• _Exercise description_
Return all the lines below in which the string "dead" appears.

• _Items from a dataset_
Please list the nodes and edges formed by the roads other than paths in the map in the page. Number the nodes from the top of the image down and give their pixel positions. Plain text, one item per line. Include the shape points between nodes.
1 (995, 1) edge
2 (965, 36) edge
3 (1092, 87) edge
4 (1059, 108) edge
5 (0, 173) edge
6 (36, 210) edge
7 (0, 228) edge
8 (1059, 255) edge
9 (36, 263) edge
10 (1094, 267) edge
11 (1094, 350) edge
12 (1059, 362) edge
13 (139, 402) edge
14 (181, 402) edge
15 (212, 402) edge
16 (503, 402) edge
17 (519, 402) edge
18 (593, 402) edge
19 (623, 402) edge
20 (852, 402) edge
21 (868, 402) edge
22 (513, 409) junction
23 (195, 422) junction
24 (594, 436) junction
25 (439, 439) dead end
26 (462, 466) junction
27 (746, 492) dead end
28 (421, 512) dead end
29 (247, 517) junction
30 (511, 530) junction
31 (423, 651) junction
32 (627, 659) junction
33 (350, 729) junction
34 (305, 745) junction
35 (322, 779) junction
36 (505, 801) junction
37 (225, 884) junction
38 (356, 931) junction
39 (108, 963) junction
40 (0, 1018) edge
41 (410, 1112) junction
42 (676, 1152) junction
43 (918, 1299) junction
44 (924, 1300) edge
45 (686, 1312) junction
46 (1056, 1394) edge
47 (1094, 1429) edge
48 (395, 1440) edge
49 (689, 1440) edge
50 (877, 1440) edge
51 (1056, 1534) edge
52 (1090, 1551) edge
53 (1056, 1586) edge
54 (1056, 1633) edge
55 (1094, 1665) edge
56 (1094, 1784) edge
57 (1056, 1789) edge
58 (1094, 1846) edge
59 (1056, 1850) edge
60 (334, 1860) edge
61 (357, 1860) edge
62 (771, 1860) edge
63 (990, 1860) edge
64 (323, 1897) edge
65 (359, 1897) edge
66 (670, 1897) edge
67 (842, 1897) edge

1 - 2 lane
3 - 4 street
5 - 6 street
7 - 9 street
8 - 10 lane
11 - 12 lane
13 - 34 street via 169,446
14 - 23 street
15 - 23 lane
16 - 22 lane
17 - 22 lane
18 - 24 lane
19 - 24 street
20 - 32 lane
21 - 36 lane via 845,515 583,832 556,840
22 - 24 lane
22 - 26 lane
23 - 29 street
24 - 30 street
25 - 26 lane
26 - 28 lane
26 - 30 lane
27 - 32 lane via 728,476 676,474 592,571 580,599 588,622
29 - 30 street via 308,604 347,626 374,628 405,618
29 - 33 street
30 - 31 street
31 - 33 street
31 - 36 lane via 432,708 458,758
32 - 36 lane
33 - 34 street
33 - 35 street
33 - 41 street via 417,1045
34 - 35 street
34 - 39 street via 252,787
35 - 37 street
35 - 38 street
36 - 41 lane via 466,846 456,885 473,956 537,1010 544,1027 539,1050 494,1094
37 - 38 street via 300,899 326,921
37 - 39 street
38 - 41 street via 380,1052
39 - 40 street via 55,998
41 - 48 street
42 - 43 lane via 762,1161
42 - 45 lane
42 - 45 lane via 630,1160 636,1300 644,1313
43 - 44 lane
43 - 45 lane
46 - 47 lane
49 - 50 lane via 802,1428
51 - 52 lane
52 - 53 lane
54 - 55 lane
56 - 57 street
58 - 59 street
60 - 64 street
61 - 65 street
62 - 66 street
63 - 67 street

• _Exercise answer_
25 (439, 439) dead end
27 (746, 492) dead end
28 (421, 512) dead end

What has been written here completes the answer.